Should I buy Telstra shares for passive income?

Young woman using computer laptop smiling in love showing heart symbol and shape with hands. as she switches from a big telco to Aussie Broadband which is capturing more market share

Telstra Group Ltd (ASX: TLS) shares have had an interesting start to 2026. 

After rallying around 18% to a 10-year high of $5.55 a piece in mid-May, the shares have cooled and fallen nearly 10% and are trading at around $5 at the time of writing.

It’s not all bad news though, Telstra shares are still higher than 12 months ago, at the time of writing.

It’s not all about share price gains and losses though, Telstra has plenty more to offer its shareholders.

What about Telstra’s passive income?

The telecommunications provider is a popular and reliable defensive ASX stock. 

It makes sense that the company has a defensive nature. After all, internet access and mobile phone connectivity are a daily necessity these days, they’re not a luxury like they once were in the past.

That means the company’s services are in demand regardless of the state of inflation or the cost-of-living.

This means Telstra shares tend to perform steadily throughout all stages of the economic cycle, which is great news for investors who want to hedge against potential volatility elsewhere in the index, too.

Its defensive nature and steady performance means Telstra is able to pay its shareholders a reliable, and constant passive income stream. What’s more, its dividend payout ratio is close to 100% of its earnings which unlocks a great dividend yield.

Telstra traditionally makes two fully-franked dividend payments to shareholders every year, payable in March and September. For FY25 the company paid investors an annual dividend of 19 cents per share. 

Earlier this year, Telstra announced that its first-half FY26 group underlying EBITDA had risen across all major business lines, mobile services revenue was 5.6% higher and group cash EBIT was 14% higher. Underlying operating expenses were also reduced by 2.4%. 

And this meant the telco was able to hike its interim dividend by 5.25% for the first half of FY26, and pay its shareholders 10.5 cents per share, 90.48% franked, in March.

Telstra is forecast to pay a total 20 cent dividend per share in FY26, and then 21 cents in FY27.

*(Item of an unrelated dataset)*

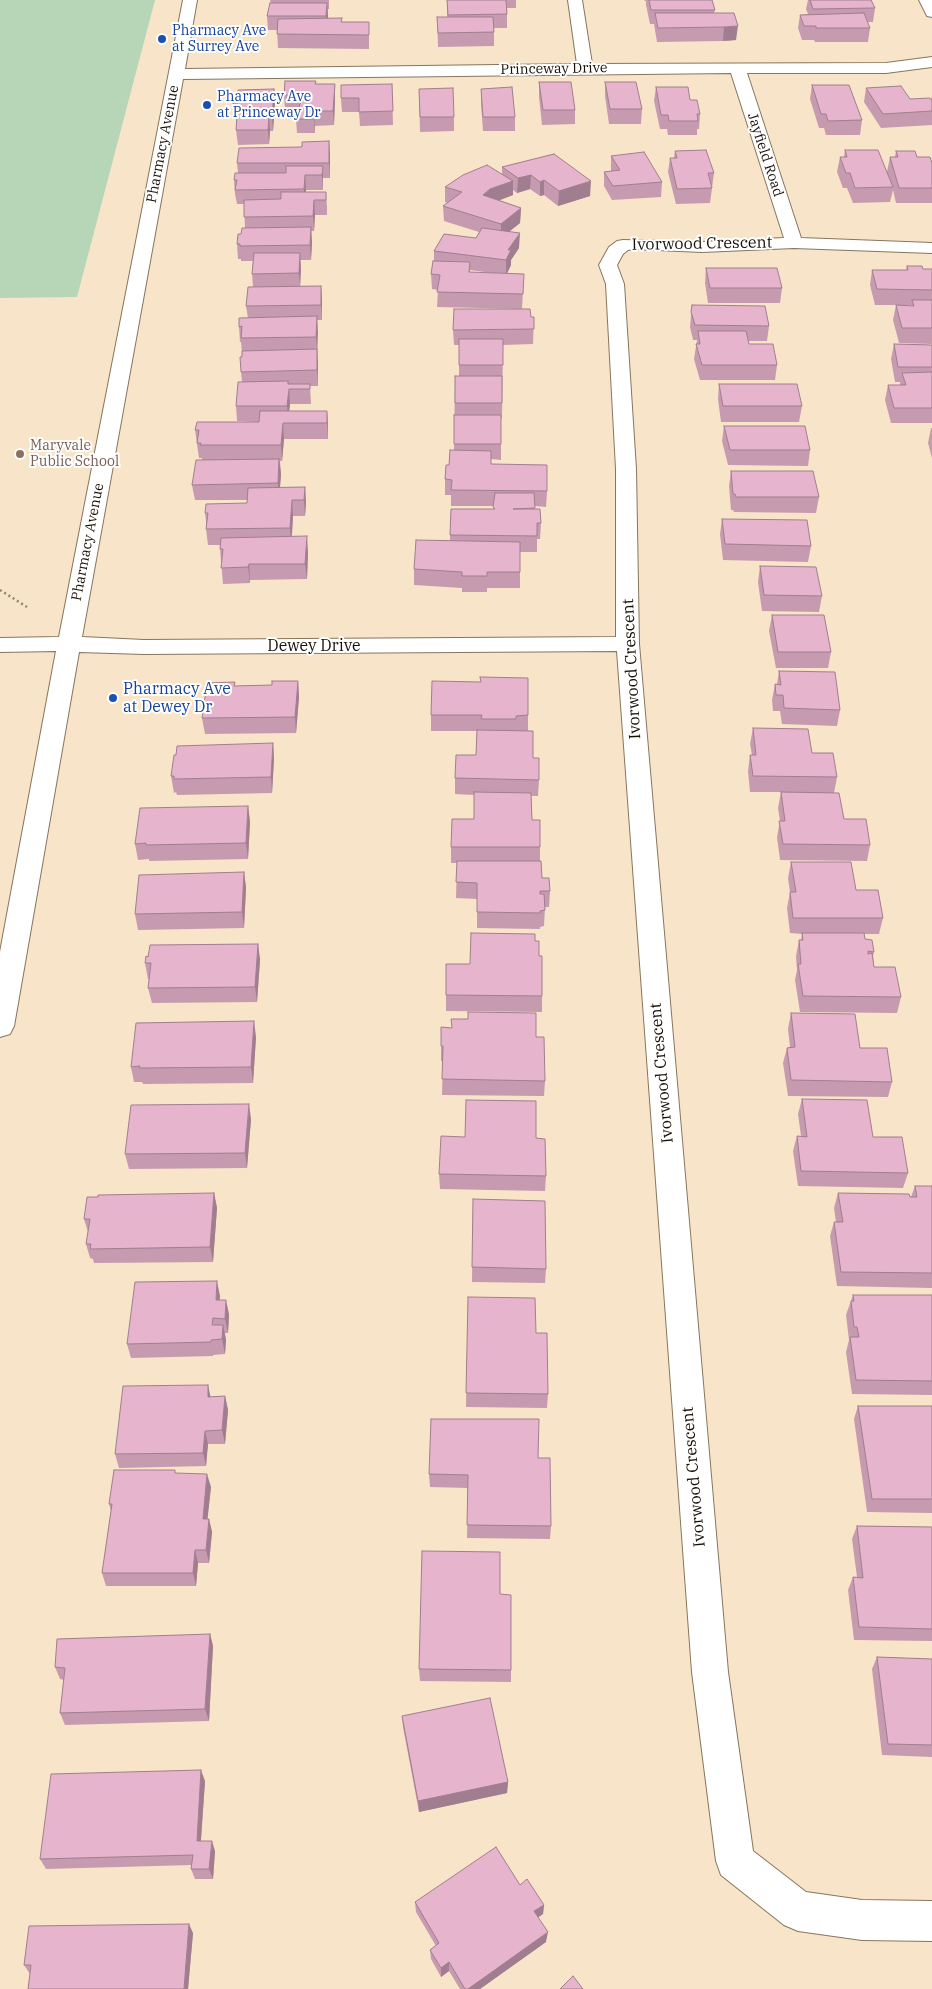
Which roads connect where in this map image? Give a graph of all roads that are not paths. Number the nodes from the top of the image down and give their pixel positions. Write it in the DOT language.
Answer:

At the time of writing, these forecasts translate to a forward dividend yield of around 3.9% for FY26, and just roughly 4.1% for FY27.

What’s next for Telstra shares?

Analysts are unanimously neutral about the outlook for Telstra shares over the next year.

TradingView data shows all 12 analysts have a hold rating on the telco, but the average $5.25 target price still implies a potential 3% upside ahead.

The post Should I buy Telstra shares for passive income? appeared first on The Motley Fool Australia.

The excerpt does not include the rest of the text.